- _About this exercise_
Retype the records below exactly as they stand, but with no images.

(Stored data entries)
_ _ _ _ _

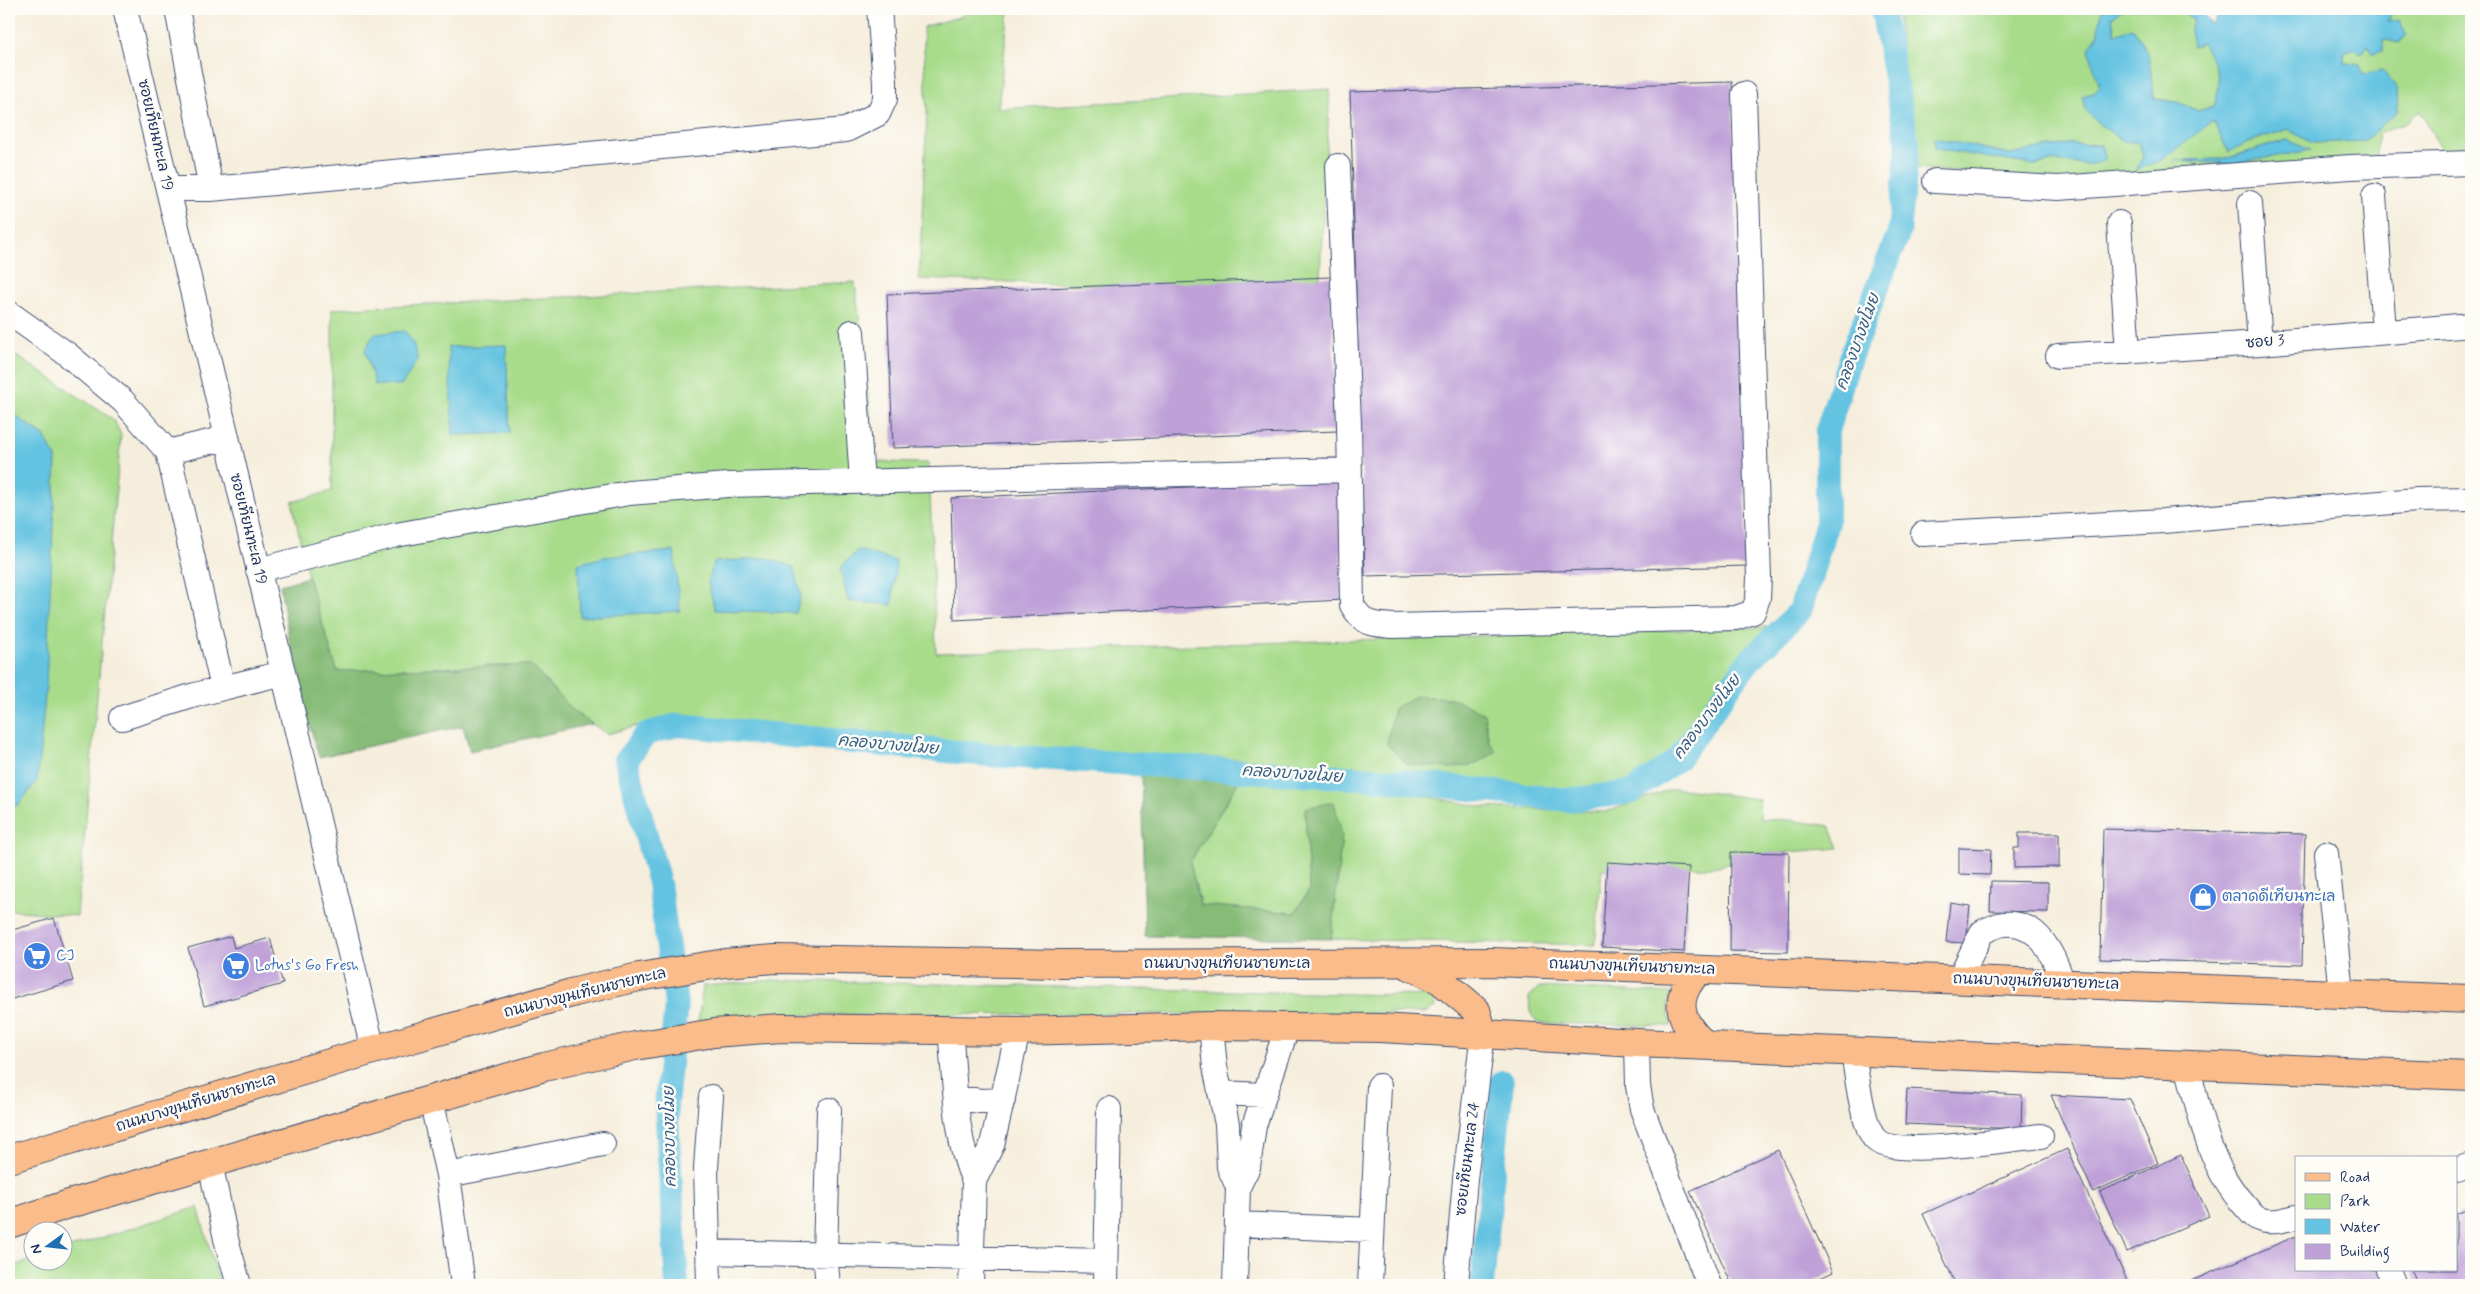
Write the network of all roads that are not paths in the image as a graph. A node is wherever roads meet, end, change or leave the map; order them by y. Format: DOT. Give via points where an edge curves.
graph roads {
  1 [pos="125,9"];
  2 [pos="177,9"];
  3 [pos="879,9"];
  4 [pos="1744,94"];
  5 [pos="2471,163"];
  6 [pos="1338,166"];
  7 [pos="1935,181"];
  8 [pos="168,189"];
  9 [pos="211,189"];
  10 [pos="2374,196"];
  11 [pos="2250,202"];
  12 [pos="2119,222"];
  13 [pos="9,313"];
  14 [pos="2471,325"];
  15 [pos="2384,331"];
  16 [pos="852,332"];
  17 [pos="2260,343"];
  18 [pos="2128,352"];
  19 [pos="2058,356"];
  20 [pos="226,438"];
  21 [pos="168,452"];
  22 [pos="1350,470"];
  23 [pos="862,482"];
  24 [pos="2471,499"];
  25 [pos="1923,534"];
  26 [pos="258,570"];
  27 [pos="283,673"];
  28 [pos="223,688"];
  29 [pos="122,718"];
  30 [pos="2326,853"];
  31 [pos="1402,962"];
  32 [pos="1699,970"];
  33 [pos="1959,979"];
  34 [pos="2063,983"];
  35 [pos="2341,992"];
  36 [pos="2471,998"];
  37 [pos="1211,1026"];
  38 [pos="1287,1028"];
  39 [pos="950,1030"];
  40 [pos="1018,1031"];
  41 [pos="1483,1033"];
  42 [pos="1637,1043"];
  43 [pos="1705,1045"];
  44 [pos="373,1050"];
  45 [pos="1853,1051"];
  46 [pos="2187,1065"];
  47 [pos="2471,1076"];
  48 [pos="1378,1086"];
  49 [pos="1220,1093"];
  50 [pos="1264,1095"];
  51 [pos="711,1097"];
  52 [pos="957,1098"];
  53 [pos="431,1099"];
  54 [pos="1003,1100"];
  55 [pos="1109,1109"];
  56 [pos="829,1110"];
  57 [pos="2041,1136"];
  58 [pos="603,1144"];
  59 [pos="9,1159"];
  60 [pos="210,1163"];
  61 [pos="2471,1166"];
  62 [pos="2458,1169"];
  63 [pos="448,1175"];
  64 [pos="974,1181"];
  65 [pos="1238,1187"];
  66 [pos="2295,1217"];
  67 [pos="9,1224"];
  68 [pos="1238,1224"];
  69 [pos="1372,1230"];
  70 [pos="708,1252"];
  71 [pos="825,1254"];
  72 [pos="972,1258"];
  73 [pos="1106,1261"];
  74 [pos="2389,1272"];
  75 [pos="239,1285"];
  76 [pos="463,1285"];
  77 [pos="709,1285"];
  78 [pos="828,1285"];
  79 [pos="971,1285"];
  80 [pos="1106,1285"];
  81 [pos="1235,1285"];
  82 [pos="1370,1285"];
  83 [pos="1456,1285"];
  84 [pos="1710,1285"];
  85 [pos="2394,1285"];
  1 -- 8 [label="street, ซอยเทียนทะเล 19"];
  2 -- 9 [label="street"];
  3 -- 9 [label="street" via="885,99 878,114 846,130"];
  4 -- 22 [label="street" via="1759,578 1754,612 1736,618 1368,624 1352,605"];
  5 -- 7 [label="street" via="2351,167 2058,188"];
  6 -- 22 [label="street"];
  8 -- 9 [label="street"];
  8 -- 20 [label="street, ซอยเทียนทะเล 19"];
  10 -- 15 [label="street"];
  11 -- 17 [label="street"];
  12 -- 18 [label="street"];
  13 -- 21 [label="street" via="67,354 123,400"];
  14 -- 15 [label="street, ซอย 3"];
  15 -- 17 [label="street, ซอย 3"];
  16 -- 23 [label="street"];
  17 -- 18 [label="street, ซอย 3"];
  18 -- 19 [label="street, ซอย 3"];
  20 -- 21 [label="street"];
  20 -- 26 [label="street, ซอยเทียนทะเล 19"];
  21 -- 28 [label="street"];
  22 -- 23 [label="street"];
  23 -- 26 [label="street" via="728,485 629,493 396,535"];
  24 -- 25 [label="street"];
  26 -- 27 [label="street, ซอยเทียนทะเล 19"];
  27 -- 28 [label="street"];
  27 -- 44 [label="street, ซอยเทียนทะเล 19"];
  28 -- 29 [label="street"];
  30 -- 35 [label="street"];
  31 -- 32 [label="main road, ถนนบางขุนเทียนชายทะเล"];
  31 -- 41 [label="main road" via="1440,980 1476,1010"];
  31 -- 44 [label="main road, ถนนบางขุนเทียนชายทะเล" via="1061,964 776,959 724,963 639,977"];
  32 -- 33 [label="main road, ถนนบางขุนเทียนชายทะเล"];
  32 -- 43 [label="main road" via="1688,981 1681,1013 1687,1026"];
  33 -- 34 [label="main road, ถนนบางขุนเทียนชายทะเล"];
  33 -- 34 [label="street" via="1982,932 2002,924 2017,924 2026,926 2044,941 2056,961"];
  34 -- 35 [label="main road, ถนนบางขุนเทียนชายทะเล"];
  35 -- 36 [label="main road, ถนนบางขุนเทียนชายทะเล"];
  37 -- 38 [label="main road"];
  37 -- 40 [label="main road"];
  37 -- 49 [label="street"];
  38 -- 41 [label="main road"];
  38 -- 50 [label="street"];
  39 -- 40 [label="main road"];
  39 -- 52 [label="street"];
  39 -- 53 [label="main road" via="781,1028 714,1033 635,1046 544,1067"];
  40 -- 54 [label="street"];
  41 -- 42 [label="main road"];
  41 -- 83 [label="street, ซอยเทียนทะเล 24"];
  42 -- 43 [label="main road"];
  42 -- 84 [label="street" via="1642,1110"];
  43 -- 45 [label="main road"];
  44 -- 59 [label="main road, ถนนบางขุนเทียนชายทะเล"];
  45 -- 46 [label="main road"];
  45 -- 57 [label="street" via="1865,1115 1875,1139 1889,1148 1912,1150"];
  46 -- 47 [label="main road"];
  46 -- 66 [label="street" via="2217,1166 2236,1197 2257,1219 2274,1222"];
  48 -- 69 [label="street"];
  49 -- 50 [label="street"];
  49 -- 65 [label="street" via="1227,1124 1229,1167"];
  50 -- 65 [label="street" via="1254,1126 1248,1167"];
  51 -- 70 [label="street" via="706,1168"];
  52 -- 54 [label="street"];
  52 -- 64 [label="street" via="960,1144"];
  53 -- 60 [label="main road"];
  53 -- 63 [label="street"];
  54 -- 64 [label="street" via="992,1146"];
  55 -- 73 [label="street"];
  56 -- 71 [label="street"];
  58 -- 63 [label="street"];
  60 -- 67 [label="main road"];
  60 -- 75 [label="street"];
  61 -- 62 [label="street"];
  63 -- 76 [label="street"];
  64 -- 72 [label="street"];
  65 -- 68 [label="street"];
  68 -- 69 [label="street"];
  68 -- 81 [label="street"];
  69 -- 82 [label="street"];
  70 -- 71 [label="street"];
  70 -- 77 [label="street"];
  71 -- 72 [label="street"];
  71 -- 78 [label="street"];
  72 -- 73 [label="street"];
  72 -- 79 [label="street"];
  73 -- 80 [label="street"];
  74 -- 85 [label="street"];
}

_ _ _ _ _

- _Solution to the problem_
Write the network of all roads that are not paths in the image as a graph. A node is wherever roads meet, end, change or leave the map; order them by y. Format: DOT. Give via points where an edge curves.
graph roads {
  1 [pos="125,9"];
  2 [pos="177,9"];
  3 [pos="879,9"];
  4 [pos="1744,94"];
  5 [pos="2471,163"];
  6 [pos="1338,166"];
  7 [pos="1935,181"];
  8 [pos="168,189"];
  9 [pos="211,189"];
  10 [pos="2374,196"];
  11 [pos="2250,202"];
  12 [pos="2119,222"];
  13 [pos="9,313"];
  14 [pos="2471,325"];
  15 [pos="2384,331"];
  16 [pos="852,332"];
  17 [pos="2260,343"];
  18 [pos="2128,352"];
  19 [pos="2058,356"];
  20 [pos="226,438"];
  21 [pos="168,452"];
  22 [pos="1350,470"];
  23 [pos="862,482"];
  24 [pos="2471,499"];
  25 [pos="1923,534"];
  26 [pos="258,570"];
  27 [pos="283,673"];
  28 [pos="223,688"];
  29 [pos="122,718"];
  30 [pos="2326,853"];
  31 [pos="1402,962"];
  32 [pos="1699,970"];
  33 [pos="1959,979"];
  34 [pos="2063,983"];
  35 [pos="2341,992"];
  36 [pos="2471,998"];
  37 [pos="1211,1026"];
  38 [pos="1287,1028"];
  39 [pos="950,1030"];
  40 [pos="1018,1031"];
  41 [pos="1483,1033"];
  42 [pos="1637,1043"];
  43 [pos="1705,1045"];
  44 [pos="373,1050"];
  45 [pos="1853,1051"];
  46 [pos="2187,1065"];
  47 [pos="2471,1076"];
  48 [pos="1378,1086"];
  49 [pos="1220,1093"];
  50 [pos="1264,1095"];
  51 [pos="711,1097"];
  52 [pos="957,1098"];
  53 [pos="431,1099"];
  54 [pos="1003,1100"];
  55 [pos="1109,1109"];
  56 [pos="829,1110"];
  57 [pos="2041,1136"];
  58 [pos="603,1144"];
  59 [pos="9,1159"];
  60 [pos="210,1163"];
  61 [pos="2471,1166"];
  62 [pos="2458,1169"];
  63 [pos="448,1175"];
  64 [pos="974,1181"];
  65 [pos="1238,1187"];
  66 [pos="2295,1217"];
  67 [pos="9,1224"];
  68 [pos="1238,1224"];
  69 [pos="1372,1230"];
  70 [pos="708,1252"];
  71 [pos="825,1254"];
  72 [pos="972,1258"];
  73 [pos="1106,1261"];
  74 [pos="2389,1272"];
  75 [pos="239,1285"];
  76 [pos="463,1285"];
  77 [pos="709,1285"];
  78 [pos="828,1285"];
  79 [pos="971,1285"];
  80 [pos="1106,1285"];
  81 [pos="1235,1285"];
  82 [pos="1370,1285"];
  83 [pos="1456,1285"];
  84 [pos="1710,1285"];
  85 [pos="2394,1285"];
  1 -- 8 [label="street, ซอยเทียนทะเล 19"];
  2 -- 9 [label="street"];
  3 -- 9 [label="street" via="885,99 878,114 846,130"];
  4 -- 22 [label="street" via="1759,578 1754,612 1736,618 1368,624 1352,605"];
  5 -- 7 [label="street" via="2351,167 2058,188"];
  6 -- 22 [label="street"];
  8 -- 9 [label="street"];
  8 -- 20 [label="street, ซอยเทียนทะเล 19"];
  10 -- 15 [label="street"];
  11 -- 17 [label="street"];
  12 -- 18 [label="street"];
  13 -- 21 [label="street" via="67,354 123,400"];
  14 -- 15 [label="street, ซอย 3"];
  15 -- 17 [label="street, ซอย 3"];
  16 -- 23 [label="street"];
  17 -- 18 [label="street, ซอย 3"];
  18 -- 19 [label="street, ซอย 3"];
  20 -- 21 [label="street"];
  20 -- 26 [label="street, ซอยเทียนทะเล 19"];
  21 -- 28 [label="street"];
  22 -- 23 [label="street"];
  23 -- 26 [label="street" via="728,485 629,493 396,535"];
  24 -- 25 [label="street"];
  26 -- 27 [label="street, ซอยเทียนทะเล 19"];
  27 -- 28 [label="street"];
  27 -- 44 [label="street, ซอยเทียนทะเล 19"];
  28 -- 29 [label="street"];
  30 -- 35 [label="street"];
  31 -- 32 [label="main road, ถนนบางขุนเทียนชายทะเล"];
  31 -- 41 [label="main road" via="1440,980 1476,1010"];
  31 -- 44 [label="main road, ถนนบางขุนเทียนชายทะเล" via="1061,964 776,959 724,963 639,977"];
  32 -- 33 [label="main road, ถนนบางขุนเทียนชายทะเล"];
  32 -- 43 [label="main road" via="1688,981 1681,1013 1687,1026"];
  33 -- 34 [label="main road, ถนนบางขุนเทียนชายทะเล"];
  33 -- 34 [label="street" via="1982,932 2002,924 2017,924 2026,926 2044,941 2056,961"];
  34 -- 35 [label="main road, ถนนบางขุนเทียนชายทะเล"];
  35 -- 36 [label="main road, ถนนบางขุนเทียนชายทะเล"];
  37 -- 38 [label="main road"];
  37 -- 40 [label="main road"];
  37 -- 49 [label="street"];
  38 -- 41 [label="main road"];
  38 -- 50 [label="street"];
  39 -- 40 [label="main road"];
  39 -- 52 [label="street"];
  39 -- 53 [label="main road" via="781,1028 714,1033 635,1046 544,1067"];
  40 -- 54 [label="street"];
  41 -- 42 [label="main road"];
  41 -- 83 [label="street, ซอยเทียนทะเล 24"];
  42 -- 43 [label="main road"];
  42 -- 84 [label="street" via="1642,1110"];
  43 -- 45 [label="main road"];
  44 -- 59 [label="main road, ถนนบางขุนเทียนชายทะเล"];
  45 -- 46 [label="main road"];
  45 -- 57 [label="street" via="1865,1115 1875,1139 1889,1148 1912,1150"];
  46 -- 47 [label="main road"];
  46 -- 66 [label="street" via="2217,1166 2236,1197 2257,1219 2274,1222"];
  48 -- 69 [label="street"];
  49 -- 50 [label="street"];
  49 -- 65 [label="street" via="1227,1124 1229,1167"];
  50 -- 65 [label="street" via="1254,1126 1248,1167"];
  51 -- 70 [label="street" via="706,1168"];
  52 -- 54 [label="street"];
  52 -- 64 [label="street" via="960,1144"];
  53 -- 60 [label="main road"];
  53 -- 63 [label="street"];
  54 -- 64 [label="street" via="992,1146"];
  55 -- 73 [label="street"];
  56 -- 71 [label="street"];
  58 -- 63 [label="street"];
  60 -- 67 [label="main road"];
  60 -- 75 [label="street"];
  61 -- 62 [label="street"];
  63 -- 76 [label="street"];
  64 -- 72 [label="street"];
  65 -- 68 [label="street"];
  68 -- 69 [label="street"];
  68 -- 81 [label="street"];
  69 -- 82 [label="street"];
  70 -- 71 [label="street"];
  70 -- 77 [label="street"];
  71 -- 72 [label="street"];
  71 -- 78 [label="street"];
  72 -- 73 [label="street"];
  72 -- 79 [label="street"];
  73 -- 80 [label="street"];
  74 -- 85 [label="street"];
}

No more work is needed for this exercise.